Beretta Model 38/42/43/44)
Submachine Gun (SMG)
The Italian Beretta Model 38 variants of 1942, 1943, and 1944 were further evolutions of the pre-war Model 1938A submachine gun.
Authored By: Staff Writer | Last Edited:
The Italian Army of World War 2 went into the conflict with the very modern Beretta Model 1938A submachine gun (detailed elsewhere on this site), a modernization of the original Beretta Model 1918 of World War 1 (1914-1918). As excellent as the guns were in early service they were not cost-effective solutions concerning wartime supply and demand. Thusly, the line was revised some by Beretta in 1941 to produce the simpler "Model 38/42". While changes were instituted, none of the sound functionality of the original weapon was disturbed.

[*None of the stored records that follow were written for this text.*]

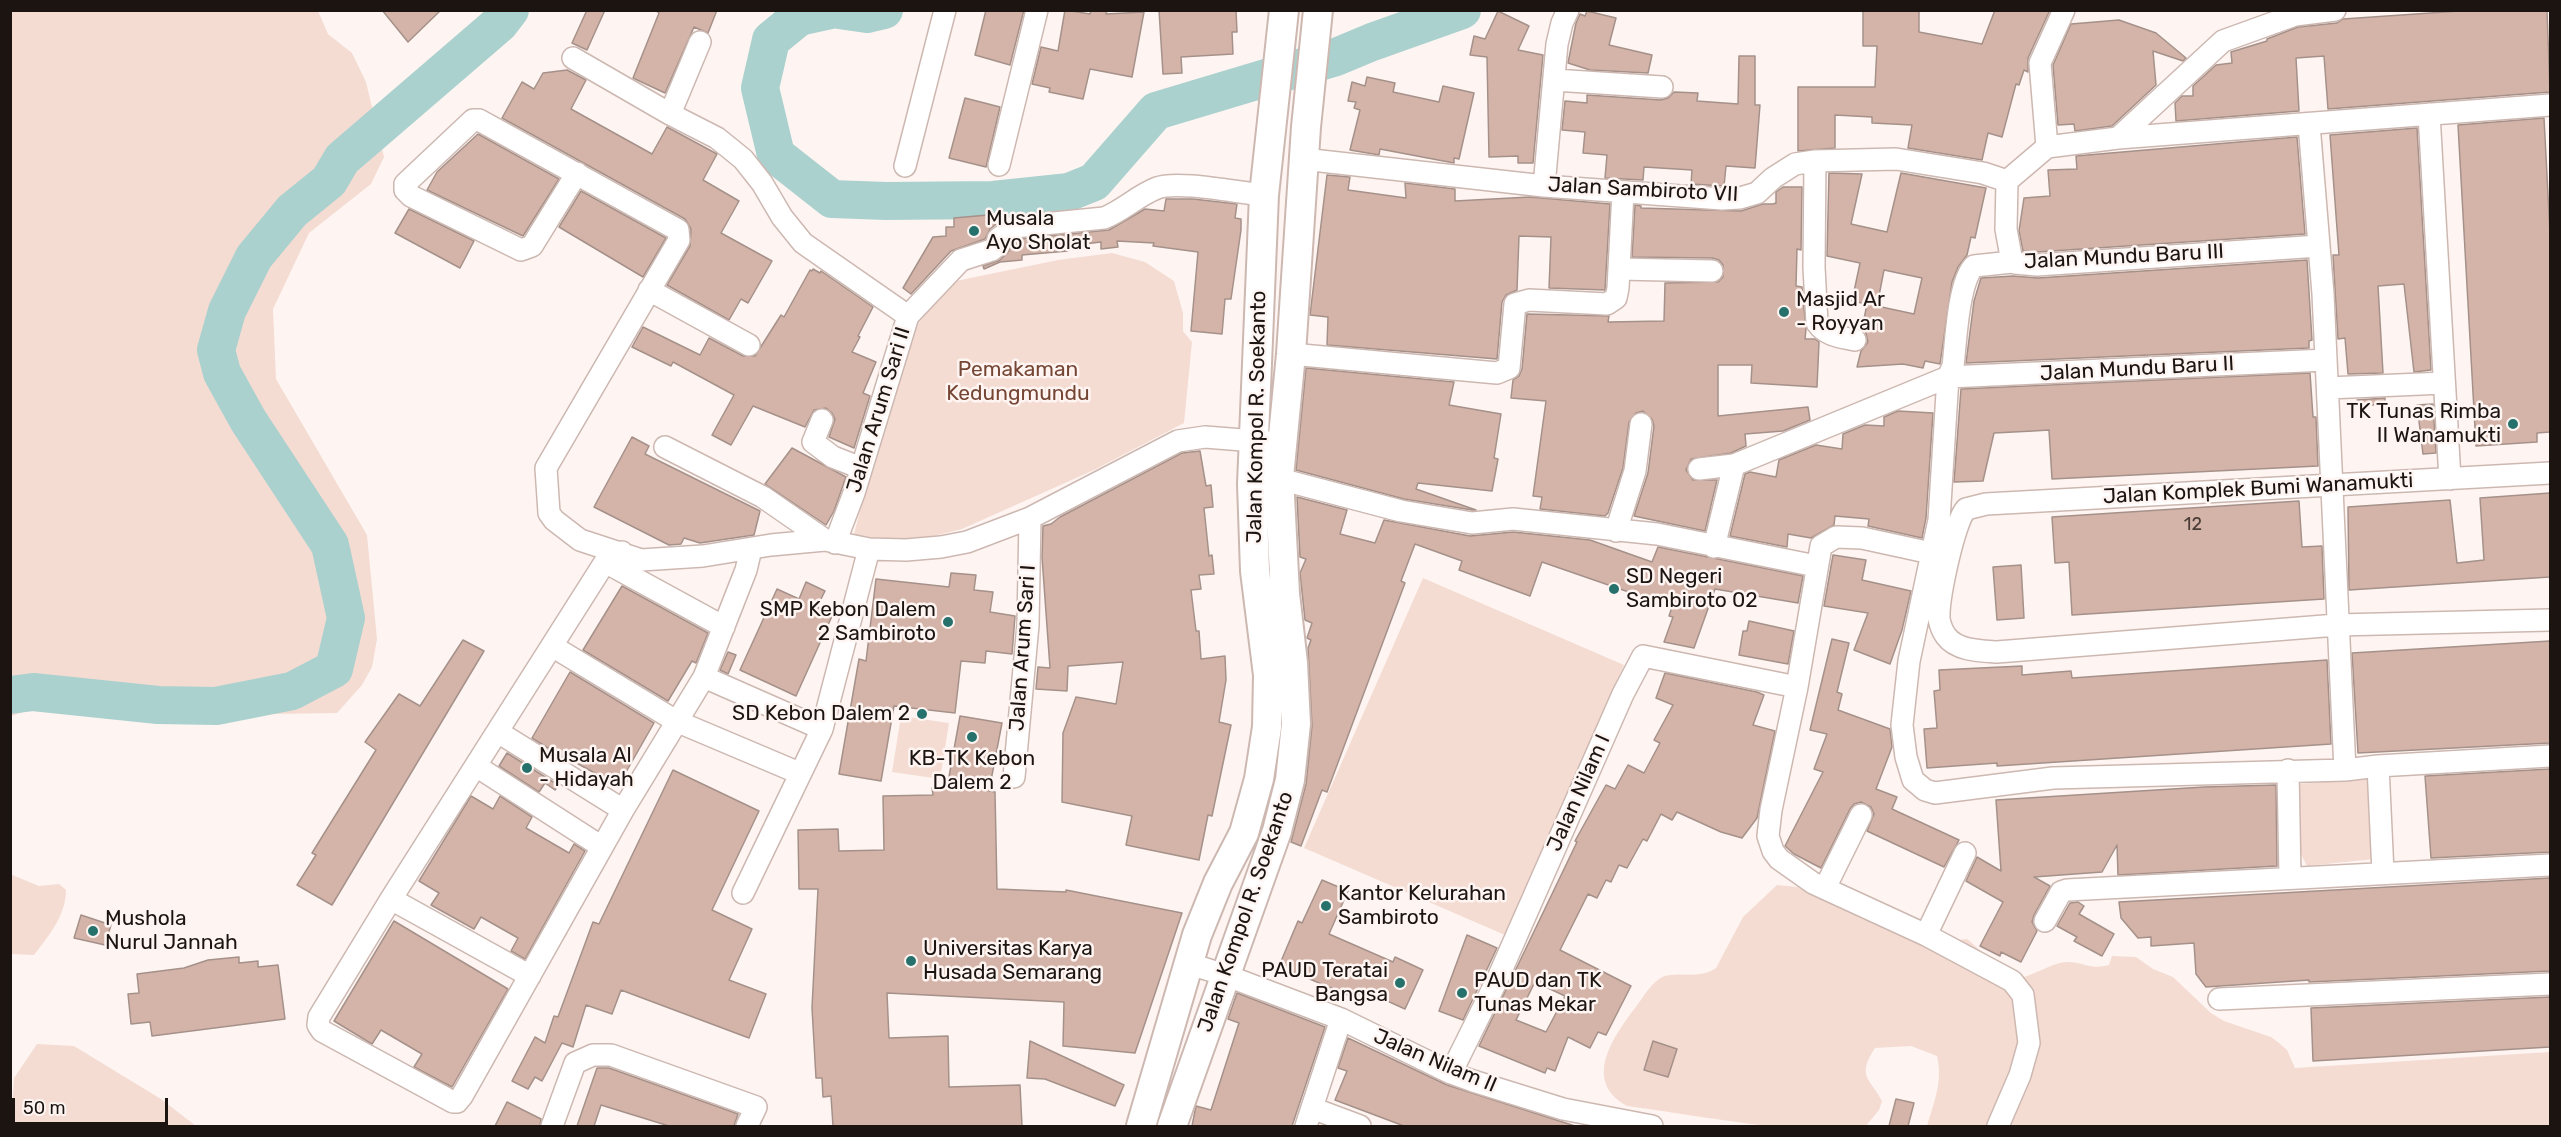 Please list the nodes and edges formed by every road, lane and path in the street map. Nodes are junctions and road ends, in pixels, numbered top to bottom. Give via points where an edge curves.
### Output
1 (945, 10) edge
2 (1037, 10) edge
3 (1284, 10) edge
4 (1318, 10) edge
5 (1568, 10) edge
6 (2064, 10) edge
7 (2335, 10) edge
8 (2295, 13) edge
9 (700, 42) dead end
10 (573, 58) dead end
11 (1554, 80) junction
12 (1662, 87) dead end
13 (2550, 105) edge
14 (670, 114) junction
15 (2429, 114) junction
16 (2309, 124) junction
17 (2118, 138) junction
18 (2047, 147) junction
19 (1303, 159) junction
20 (1815, 161) junction
21 (999, 165) dead end
22 (905, 166) dead end
23 (577, 173) junction
24 (2007, 181) junction
25 (1544, 186) junction
26 (1623, 192) junction
27 (1264, 195) junction
28 (2319, 246) junction
29 (2012, 262) junction
30 (1619, 269) junction
31 (1712, 271) dead end
32 (649, 290) junction
33 (908, 316) junction
34 (1855, 340) dead end
35 (749, 345) dead end
36 (1291, 354) junction
37 (2326, 360) junction
38 (1948, 377) junction
39 (2444, 383) junction
40 (2328, 388) junction
41 (822, 420) dead end
42 (1641, 424) dead end
43 (1254, 440) junction
44 (1284, 444) junction
45 (665, 447) dead end
46 (1734, 465) junction
47 (861, 468) junction
48 (1699, 470) dead end
49 (2550, 473) edge
50 (1279, 477) junction
51 (2450, 479) junction
52 (2333, 485) junction
53 (1030, 518) junction
54 (1616, 531) junction
55 (830, 542) junction
56 (1714, 546) junction
57 (751, 549) junction
58 (869, 549) junction
59 (1931, 553) junction
60 (614, 557) junction
61 (1816, 566) junction
62 (2550, 620) edge
63 (2337, 625) junction
64 (724, 627) junction
65 (552, 646) junction
66 (704, 677) junction
67 (1797, 687) junction
68 (676, 721) junction
69 (822, 729) junction
70 (498, 732) junction
71 (2550, 756) edge
72 (476, 766) junction
73 (2379, 766) junction
74 (2288, 770) junction
75 (2345, 770) junction
76 (799, 773) junction
77 (1014, 777) dead end
78 (623, 810) junction
79 (1861, 815) dead end
80 (1277, 831) junction
81 (1244, 833) junction
82 (602, 847) junction
83 (1965, 853) dead end
84 (2550, 865) edge
85 (2383, 873) junction
86 (2290, 877) junction
87 (1825, 888) junction
88 (743, 893) dead end
89 (391, 899) junction
90 (2045, 921) dead end
91 (1926, 935) junction
92 (1190, 964) junction
93 (1225, 975) junction
94 (530, 976) junction
95 (2550, 984) edge
96 (2219, 999) dead end
97 (1341, 1019) junction
98 (1451, 1073) junction
99 (1309, 1117) edge
100 (552, 1126) edge
101 (747, 1126) edge
102 (1142, 1126) edge
103 (1172, 1126) edge
104 (1360, 1126) edge
105 (1652, 1126) edge
106 (1998, 1126) edge

1 - 22 street
2 - 21 street
3 - 27 main road, Jalan Kompol R. Soekanto
4 - 19 main road, Jalan Kompol R. Soekanto
5 - 11 street via 1557,44
6 - 18 street via 2040,63
7 - 8 street
8 - 17 street via 2223,41
9 - 14 street
10 - 14 street
11 - 12 street
11 - 25 street
13 - 15 street
14 - 33 street via 717,138 743,159 802,243
15 - 16 street
15 - 39 street
16 - 17 street
16 - 28 street
17 - 18 street
18 - 24 street
19 - 25 street, Jalan Sambiroto VII
19 - 36 main road, Jalan Kompol R. Soekanto
20 - 24 street, Jalan Sambiroto VII via 1896,159 1983,173
20 - 26 street, Jalan Sambiroto VII via 1795,165 1756,194 1740,198
20 - 34 street via 1817,323 1828,334
23 - 23 street via 473,120 405,184 405,190 521,250 532,246
23 - 32 street via 678,230 679,240
24 - 29 street, Jalan Mundu Baru III via 2006,229
25 - 26 street, Jalan Sambiroto VII
26 - 30 street
27 - 33 street, Jalan Arum Sari II via 1159,187 1104,218 1014,227 998,239 992,250 961,260
27 - 43 main road, Jalan Kompol R. Soekanto
28 - 29 street, Jalan Mundu Baru III via 2037,265
28 - 37 street
29 - 38 street via 1974,266 1968,272
30 - 31 street
30 - 36 street via 1616,298 1607,304 1529,300 1515,304 1509,368 1501,373
32 - 35 street
32 - 60 street via 546,468 549,513 554,520 580,540
33 - 47 street, Jalan Arum Sari II
36 - 44 main road, Jalan Kompol R. Soekanto
37 - 38 street, Jalan Mundu Baru II
37 - 40 street
38 - 46 street, Jalan Mundu Baru II
38 - 59 street via 1939,520
39 - 40 street
39 - 51 street
40 - 52 street
41 - 47 street via 813,442 833,457
42 - 54 street via 1635,471
43 - 44 street
43 - 53 street via 1205,437 1178,441
43 - 81 main road, Jalan Kompol R. Soekanto via 1255,571 1268,675 1267,727 1259,779
44 - 50 main road, Jalan Kompol R. Soekanto
45 - 55 street via 763,496
46 - 48 street, Jalan Mundu Baru II
46 - 56 street
47 - 55 street, Jalan Arum Sari II via 854,493
49 - 51 street, Jalan Komplek Bumi Wanamukti
50 - 54 street via 1401,511 1472,523 1513,519
50 - 80 main road, Jalan Kompol R. Soekanto via 1296,724 1290,780
51 - 52 street, Jalan Komplek Bumi Wanamukti
52 - 63 street
52 - 63 street, Jalan Komplek Bumi Wanamukti via 1966,508 1958,521 1939,621 1947,637 1960,646 1997,651
53 - 58 street via 967,542 906,550
53 - 77 street, Jalan Arum Sari I via 1028,625
54 - 56 street via 1657,534
55 - 57 street
55 - 58 street
56 - 61 street
57 - 60 street via 662,560
57 - 64 street
58 - 69 street
59 - 61 street via 1862,538 1836,537 1821,546
59 - 74 street via 1905,684 1902,725 1912,780 1925,790 1935,793 2053,778
60 - 64 street
60 - 65 street
61 - 67 street
62 - 63 street
63 - 75 street
64 - 66 street
65 - 68 street
65 - 70 street
66 - 68 street
66 - 69 street
67 - 87 street via 1768,836 1779,859
67 - 98 street, Jalan Nilam I via 1643,656
68 - 76 street
68 - 78 street
69 - 76 street
70 - 72 street
70 - 78 street
71 - 73 street
72 - 82 street
72 - 89 street
73 - 75 street
73 - 85 street
74 - 75 street
74 - 86 street
76 - 88 street
78 - 82 street
79 - 87 street
80 - 81 main road
80 - 93 main road, Jalan Kompol R. Soekanto
81 - 92 main road, Jalan Kompol R. Soekanto via 1218,883
82 - 94 street
83 - 91 street
84 - 85 street
85 - 86 street
86 - 90 street via 2067,890 2061,892
87 - 91 street
89 - 94 street
89 - 94 street via 320,1017 320,1029 333,1037 457,1102
91 - 106 street via 2012,981 2023,996 2030,1043
92 - 93 street, Jalan Nilam II
92 - 102 main road, Jalan Kompol R. Soekanto
93 - 97 street, Jalan Nilam II
93 - 103 main road, Jalan Kompol R. Soekanto
95 - 96 street
97 - 98 street, Jalan Nilam II
97 - 99 street
98 - 105 street, Jalan Nilam II via 1563,1109
99 - 104 street
100 - 101 street via 575,1063 593,1055 611,1054 756,1107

Compared with the prewar Model 38A, the revised Model 38/42 lost its perforated barrel jacket and instituted heavier reliance on sheet steel in its construction as opposed to the more expensive machined steel seen earlier. The barrel was shortened some for a more compact profile which resulted in the rifle-style wooden stock having some of its length cut off at the hand guard. Internally, the trigger group was simplified for the better. A dust cover was added as was a new bolt handle assembly. The changes resulted in a reduction in the gun's rate-of-fire to approximately 550 rounds per minute as opposed to the original's 600rpm rating. The weapon retained the 9x19mm Parabellum pistol cartridge chambering but did not have the inherent support of the higher-powered "9mm Cartuccia Pallottola Modello 38A" cartridge introduced later for the Model 38A series.
In practice, the gun continued the high quality trend established by the Model 38A. Like the earlier incarnation, it was also taken on in number by the Germans and Romanians for the Axis marches across North Africa, Western Europe, and in the East.
No sooner had the Model 38/42 entered widespread circulation that new variants were already in the works. The Model 38/43 was an interim version of 1943 which attempted to further simplify the expensive submachine gun. A stamped receiver was now in play and mated to the bolt system of the Model 38/42. This version then led the way for the next definitive version of the line - the Model 38/44 of early 1944. This variant was a further streamlining of the preceding Model 38/43 and retained its cheaper stamped receiver approach. Beretta engineers also took this opportunity to revised some of the internal mechanism. The Model 38/44 joined the existing Beretta submachine guns already in service for the duration of the war and continued in circulation well into the Cold War decades.
For the Italian Army, the Beretta line of pre- and war-time submachine guns was finally given up for good with the adoption of the Beretta M12 line of 1959. The Beretta 38 series continued in service with other foreign powers for some time longer. A post-war development became the Model 38/49 of 1949 which attempted to incorporate more modern features into the wartime design and included a folding stock version.